(Beginning of Recorded information)
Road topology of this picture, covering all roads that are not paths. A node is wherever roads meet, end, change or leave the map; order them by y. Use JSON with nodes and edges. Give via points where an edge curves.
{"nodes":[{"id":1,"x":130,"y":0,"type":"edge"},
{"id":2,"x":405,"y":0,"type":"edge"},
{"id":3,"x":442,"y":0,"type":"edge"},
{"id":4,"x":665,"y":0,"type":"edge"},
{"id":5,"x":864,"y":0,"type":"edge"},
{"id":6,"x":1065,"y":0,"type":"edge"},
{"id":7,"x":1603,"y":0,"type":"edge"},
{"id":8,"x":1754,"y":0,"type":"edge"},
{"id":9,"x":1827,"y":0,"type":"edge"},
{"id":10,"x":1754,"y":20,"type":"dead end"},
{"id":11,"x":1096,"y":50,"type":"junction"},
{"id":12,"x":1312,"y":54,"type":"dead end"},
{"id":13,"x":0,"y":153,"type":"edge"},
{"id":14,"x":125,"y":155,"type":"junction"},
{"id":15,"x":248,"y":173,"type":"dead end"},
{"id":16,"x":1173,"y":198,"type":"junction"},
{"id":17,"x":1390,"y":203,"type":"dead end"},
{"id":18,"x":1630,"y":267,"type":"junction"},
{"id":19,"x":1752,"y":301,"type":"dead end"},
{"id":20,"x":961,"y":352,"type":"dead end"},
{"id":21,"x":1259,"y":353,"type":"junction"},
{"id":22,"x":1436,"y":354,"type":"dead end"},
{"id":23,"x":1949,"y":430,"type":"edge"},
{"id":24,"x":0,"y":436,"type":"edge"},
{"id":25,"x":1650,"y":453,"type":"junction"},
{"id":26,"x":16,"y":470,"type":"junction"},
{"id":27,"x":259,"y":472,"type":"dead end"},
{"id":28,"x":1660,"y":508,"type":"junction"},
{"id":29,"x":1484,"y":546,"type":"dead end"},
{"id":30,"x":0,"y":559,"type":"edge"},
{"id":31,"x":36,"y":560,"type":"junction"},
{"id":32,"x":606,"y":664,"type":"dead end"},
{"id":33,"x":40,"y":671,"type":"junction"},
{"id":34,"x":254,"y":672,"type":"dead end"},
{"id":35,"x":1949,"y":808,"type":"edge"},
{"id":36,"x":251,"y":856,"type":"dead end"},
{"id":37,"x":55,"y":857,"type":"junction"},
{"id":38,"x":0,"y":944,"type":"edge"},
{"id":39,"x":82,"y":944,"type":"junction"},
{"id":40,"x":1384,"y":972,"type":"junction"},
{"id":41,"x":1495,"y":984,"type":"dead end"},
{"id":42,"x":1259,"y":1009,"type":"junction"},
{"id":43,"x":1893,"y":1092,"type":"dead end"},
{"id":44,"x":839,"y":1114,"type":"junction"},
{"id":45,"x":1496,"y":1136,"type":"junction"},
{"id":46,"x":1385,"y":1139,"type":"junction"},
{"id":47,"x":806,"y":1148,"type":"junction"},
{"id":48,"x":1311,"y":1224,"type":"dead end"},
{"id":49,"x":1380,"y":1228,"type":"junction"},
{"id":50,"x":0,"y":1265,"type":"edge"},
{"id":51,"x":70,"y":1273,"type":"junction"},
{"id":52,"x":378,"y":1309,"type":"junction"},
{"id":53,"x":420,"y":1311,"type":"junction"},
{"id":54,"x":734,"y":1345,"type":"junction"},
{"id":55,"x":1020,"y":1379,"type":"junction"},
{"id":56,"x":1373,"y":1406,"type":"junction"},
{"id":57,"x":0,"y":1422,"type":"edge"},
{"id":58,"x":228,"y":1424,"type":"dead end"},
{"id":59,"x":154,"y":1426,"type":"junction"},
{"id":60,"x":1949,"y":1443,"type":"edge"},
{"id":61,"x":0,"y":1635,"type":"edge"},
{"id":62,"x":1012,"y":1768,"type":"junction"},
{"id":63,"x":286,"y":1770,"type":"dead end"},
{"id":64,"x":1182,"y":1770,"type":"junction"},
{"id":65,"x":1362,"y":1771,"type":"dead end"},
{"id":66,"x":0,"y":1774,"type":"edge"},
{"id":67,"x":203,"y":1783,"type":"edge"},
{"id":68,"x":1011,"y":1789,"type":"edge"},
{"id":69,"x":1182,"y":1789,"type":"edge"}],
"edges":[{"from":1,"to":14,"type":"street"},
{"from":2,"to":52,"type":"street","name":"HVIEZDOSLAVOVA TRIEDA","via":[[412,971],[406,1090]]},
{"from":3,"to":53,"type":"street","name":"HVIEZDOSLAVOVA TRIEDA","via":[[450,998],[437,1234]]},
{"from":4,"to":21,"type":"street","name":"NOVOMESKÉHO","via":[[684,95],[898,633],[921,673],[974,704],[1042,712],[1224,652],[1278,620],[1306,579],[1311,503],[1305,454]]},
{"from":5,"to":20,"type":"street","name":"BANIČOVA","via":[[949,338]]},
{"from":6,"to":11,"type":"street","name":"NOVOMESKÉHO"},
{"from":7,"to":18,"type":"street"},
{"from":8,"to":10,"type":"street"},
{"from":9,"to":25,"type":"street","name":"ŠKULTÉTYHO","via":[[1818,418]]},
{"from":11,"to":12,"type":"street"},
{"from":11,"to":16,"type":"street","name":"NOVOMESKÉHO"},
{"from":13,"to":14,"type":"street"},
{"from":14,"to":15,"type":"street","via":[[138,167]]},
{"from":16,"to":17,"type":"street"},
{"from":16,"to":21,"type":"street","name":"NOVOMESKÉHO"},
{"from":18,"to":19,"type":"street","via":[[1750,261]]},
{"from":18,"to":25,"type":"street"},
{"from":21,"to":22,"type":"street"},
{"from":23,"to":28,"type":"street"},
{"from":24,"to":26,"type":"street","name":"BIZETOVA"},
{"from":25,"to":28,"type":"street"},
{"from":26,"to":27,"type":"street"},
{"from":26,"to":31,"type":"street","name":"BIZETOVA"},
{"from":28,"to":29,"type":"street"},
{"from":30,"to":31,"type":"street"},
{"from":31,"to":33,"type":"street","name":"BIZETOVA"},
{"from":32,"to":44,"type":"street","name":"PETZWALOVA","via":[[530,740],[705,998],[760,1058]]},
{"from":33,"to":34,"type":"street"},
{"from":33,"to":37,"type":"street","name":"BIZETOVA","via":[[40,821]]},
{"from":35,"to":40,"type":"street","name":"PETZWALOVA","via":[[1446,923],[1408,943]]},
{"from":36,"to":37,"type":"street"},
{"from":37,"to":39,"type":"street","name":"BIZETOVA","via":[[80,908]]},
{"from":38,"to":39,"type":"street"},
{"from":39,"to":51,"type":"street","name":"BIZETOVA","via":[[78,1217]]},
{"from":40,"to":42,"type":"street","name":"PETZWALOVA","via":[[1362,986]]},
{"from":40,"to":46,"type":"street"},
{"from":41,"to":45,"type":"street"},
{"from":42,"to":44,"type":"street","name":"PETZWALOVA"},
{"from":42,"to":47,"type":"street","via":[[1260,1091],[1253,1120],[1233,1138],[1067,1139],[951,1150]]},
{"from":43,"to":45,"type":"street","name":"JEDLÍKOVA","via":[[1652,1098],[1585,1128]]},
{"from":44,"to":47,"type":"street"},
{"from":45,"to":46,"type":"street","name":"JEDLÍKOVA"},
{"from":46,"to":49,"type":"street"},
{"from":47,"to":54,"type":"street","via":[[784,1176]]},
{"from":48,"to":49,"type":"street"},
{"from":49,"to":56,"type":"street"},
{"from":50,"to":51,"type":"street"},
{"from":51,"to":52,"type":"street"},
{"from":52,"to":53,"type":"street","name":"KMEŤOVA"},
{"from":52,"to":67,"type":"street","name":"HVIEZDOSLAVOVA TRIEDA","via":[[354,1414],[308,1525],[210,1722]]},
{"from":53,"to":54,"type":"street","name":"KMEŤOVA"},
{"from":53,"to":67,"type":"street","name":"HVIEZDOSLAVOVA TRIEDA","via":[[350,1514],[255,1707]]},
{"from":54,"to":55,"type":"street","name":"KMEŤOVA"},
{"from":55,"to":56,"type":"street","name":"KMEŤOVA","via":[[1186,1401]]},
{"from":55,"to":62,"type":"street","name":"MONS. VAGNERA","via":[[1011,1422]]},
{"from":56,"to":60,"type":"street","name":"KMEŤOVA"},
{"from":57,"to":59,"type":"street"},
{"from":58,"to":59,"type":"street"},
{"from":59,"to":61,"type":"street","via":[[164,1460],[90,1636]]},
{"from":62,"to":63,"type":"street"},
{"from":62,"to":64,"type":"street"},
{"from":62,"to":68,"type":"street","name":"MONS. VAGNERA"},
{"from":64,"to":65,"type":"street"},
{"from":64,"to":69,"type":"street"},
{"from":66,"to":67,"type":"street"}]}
(End of Recorded information)
#### What this task involves:
For this exercise, copy each line from the listing above that has the word "NOVOMESKÉHO".

#### Output of the task:
{"from":4,"to":21,"type":"street","name":"NOVOMESKÉHO","via":[[684,95],[898,633],[921,673],[974,704],[1042,712],[1224,652],[1278,620],[1306,579],[1311,503],[1305,454]]},
{"from":6,"to":11,"type":"street","name":"NOVOMESKÉHO"},
{"from":11,"to":16,"type":"street","name":"NOVOMESKÉHO"},
{"from":16,"to":21,"type":"street","name":"NOVOMESKÉHO"},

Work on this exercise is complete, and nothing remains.